[Opening STUDY MATERIAL section]

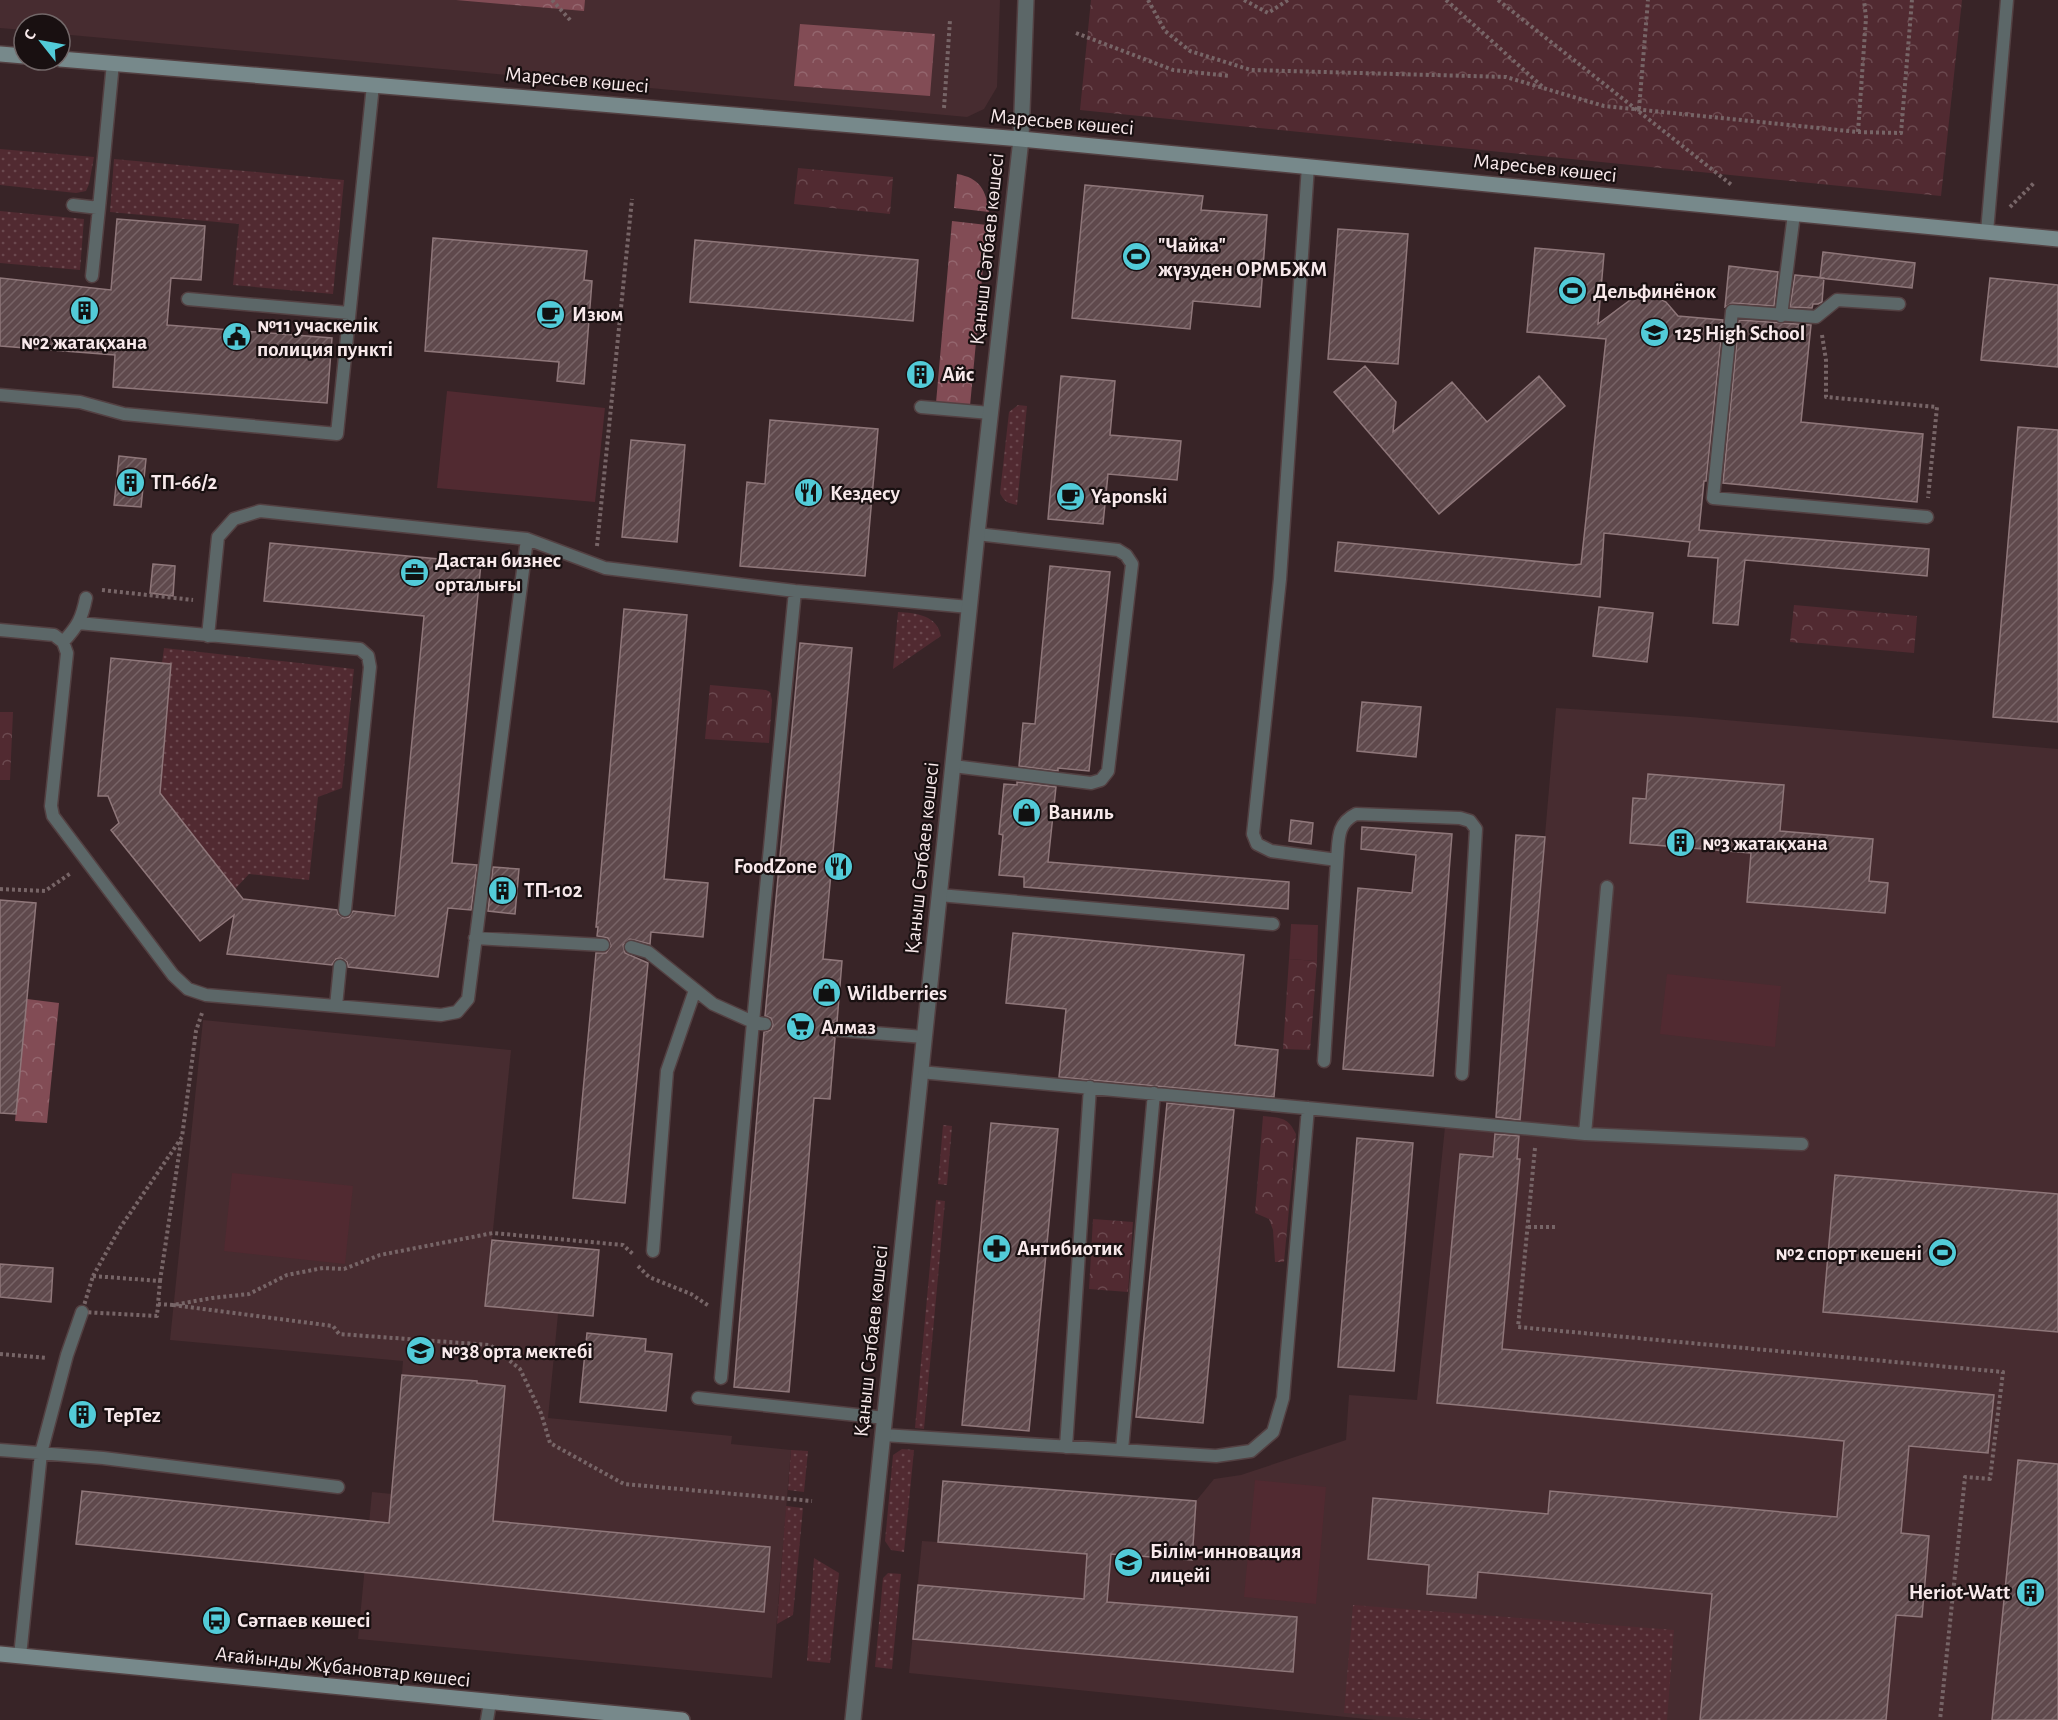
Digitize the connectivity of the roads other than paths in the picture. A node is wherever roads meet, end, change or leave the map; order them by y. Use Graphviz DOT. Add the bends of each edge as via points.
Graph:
graph roads {
  1 [pos="1026,0"];
  2 [pos="2007,0"];
  3 [pos="72,60"];
  4 [pos="113,63"];
  5 [pos="373,85"];
  6 [pos="1021,139"];
  7 [pos="1308,166"];
  8 [pos="73,205"];
  9 [pos="99,208"];
  10 [pos="1794,214"];
  11 [pos="1987,232"];
  12 [pos="2058,239"];
  13 [pos="92,276"];
  14 [pos="188,299"];
  15 [pos="1899,304"];
  16 [pos="349,313"];
  17 [pos="1781,316"];
  18 [pos="0,394"];
  19 [pos="921,407"];
  20 [pos="990,413"];
  21 [pos="1927,517"];
  22 [pos="977,534"];
  23 [pos="527,539"];
  24 [pos="795,591"];
  25 [pos="86,598"];
  26 [pos="969,607"];
  27 [pos="78,623"];
  28 [pos="0,630"];
  29 [pos="208,636"];
  30 [pos="63,642"];
  31 [pos="953,766"];
  32 [pos="1337,860"];
  33 [pos="1607,887"];
  34 [pos="939,895"];
  35 [pos="345,910"];
  36 [pos="1273,924"];
  37 [pos="476,938"];
  38 [pos="603,945"];
  39 [pos="631,947"];
  40 [pos="340,966"];
  41 [pos="695,990"];
  42 [pos="336,1006"];
  43 [pos="759,1023"];
  44 [pos="836,1030"];
  45 [pos="924,1037"];
  46 [pos="1324,1060"];
  47 [pos="920,1072"];
  48 [pos="1462,1074"];
  49 [pos="1090,1087"];
  50 [pos="1154,1093"];
  51 [pos="1308,1108"];
  52 [pos="1585,1134"];
  53 [pos="1802,1144"];
  54 [pos="653,1251"];
  55 [pos="82,1312"];
  56 [pos="721,1378"];
  57 [pos="698,1398"];
  58 [pos="885,1418"];
  59 [pos="883,1435"];
  60 [pos="1066,1447"];
  61 [pos="0,1450"];
  62 [pos="1122,1450"];
  63 [pos="41,1453"];
  64 [pos="338,1487"];
  65 [pos="0,1654"];
  66 [pos="20,1656"];
  67 [pos="490,1702"];
  68 [pos="487,1720"];
  69 [pos="682,1720"];
  70 [pos="853,1720"];
  1 -- 6 [label="street, Қаныш Сәтбаев көшесі"];
  2 -- 11 [label="lane"];
  3 -- 4 [label="street, Маресьев көшесі"];
  4 -- 5 [label="street, Маресьев көшесі"];
  4 -- 9 [label="lane"];
  5 -- 6 [label="street, Маресьев көшесі"];
  5 -- 16 [label="lane"];
  6 -- 7 [label="street, Маресьев көшесі"];
  6 -- 20 [label="street, Қаныш Сәтбаев көшесі"];
  7 -- 10 [label="street, Маресьев көшесі"];
  7 -- 32 [label="lane" via="1280,579 1253,834 1257,844 1271,851"];
  8 -- 9 [label="lane"];
  9 -- 13 [label="lane"];
  10 -- 11 [label="street, Маресьев көшесі"];
  10 -- 17 [label="lane"];
  11 -- 12 [label="street, Маресьев көшесі"];
  14 -- 16 [label="lane"];
  15 -- 17 [label="lane" via="1837,300 1816,318"];
  16 -- 18 [label="lane" via="337,434 124,414 80,402"];
  17 -- 21 [label="lane" via="1732,311 1713,498"];
  19 -- 20 [label="lane"];
  20 -- 22 [label="street, Қаныш Сәтбаев көшесі"];
  22 -- 26 [label="street, Қаныш Сәтбаев көшесі"];
  22 -- 31 [label="lane" via="1118,550 1132,564 1108,771 1101,780 1091,783"];
  23 -- 24 [label="lane" via="605,568"];
  23 -- 29 [label="lane" via="260,511 234,519 218,537"];
  23 -- 37 [label="lane"];
  24 -- 26 [label="lane"];
  24 -- 43 [label="lane"];
  25 -- 27 [label="lane"];
  26 -- 31 [label="street, Қаныш Сәтбаев көшесі"];
  27 -- 29 [label="lane"];
  27 -- 30 [label="lane"];
  28 -- 30 [label="lane" via="54,635"];
  29 -- 35 [label="lane" via="360,649 368,656"];
  30 -- 42 [label="lane" via="67,653 53,816 173,975 189,989 206,995"];
  31 -- 34 [label="street, Қаныш Сәтбаев көшесі"];
  32 -- 46 [label="lane"];
  32 -- 48 [label="lane" via="1341,829 1346,819 1356,814 1461,818 1476,829"];
  33 -- 52 [label="lane"];
  34 -- 36 [label="lane"];
  34 -- 45 [label="street, Қаныш Сәтбаев көшесі"];
  37 -- 38 [label="lane"];
  37 -- 42 [label="lane" via="468,999 457,1012 441,1016"];
  39 -- 41 [label="lane" via="648,952"];
  40 -- 42 [label="lane"];
  41 -- 43 [label="lane" via="713,1004"];
  41 -- 54 [label="lane" via="668,1071"];
  43 -- 56 [label="lane"];
  44 -- 45 [label="lane"];
  45 -- 47 [label="street, Қаныш Сәтбаев көшесі"];
  47 -- 49 [label="lane"];
  47 -- 58 [label="street, Қаныш Сәтбаев көшесі"];
  49 -- 50 [label="lane"];
  49 -- 60 [label="lane"];
  50 -- 51 [label="lane"];
  50 -- 62 [label="lane"];
  51 -- 52 [label="lane"];
  51 -- 62 [label="lane" via="1283,1398 1273,1432 1251,1451 1216,1456"];
  52 -- 53 [label="lane"];
  55 -- 63 [label="lane"];
  57 -- 58 [label="lane"];
  58 -- 59 [label="street, Қаныш Сәтбаев көшесі"];
  59 -- 60 [label="lane"];
  59 -- 70 [label="street, Қаныш Сәтбаев көшесі"];
  60 -- 62 [label="lane"];
  61 -- 63 [label="lane"];
  63 -- 64 [label="lane"];
  63 -- 66 [label="lane"];
  65 -- 66 [label="street, Ағайынды Жұбановтар көшесі"];
  66 -- 67 [label="street, Ағайынды Жұбановтар көшесі"];
  67 -- 68 [label="lane"];
  67 -- 69 [label="street, Ағайынды Жұбановтар көшесі"];
}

[Closing STUDY MATERIAL section]

* **ASSIGNMENT**
Lines with "roads" in the records above: copy every one of them.

* **EXERCISE RESULT**
Digitize the connectivity of the roads other than paths in the picture. A node is wherever roads meet, end, change or leave the map; order them by y. Use Graphviz DOT. Add the bends of each edge as via points.
graph roads {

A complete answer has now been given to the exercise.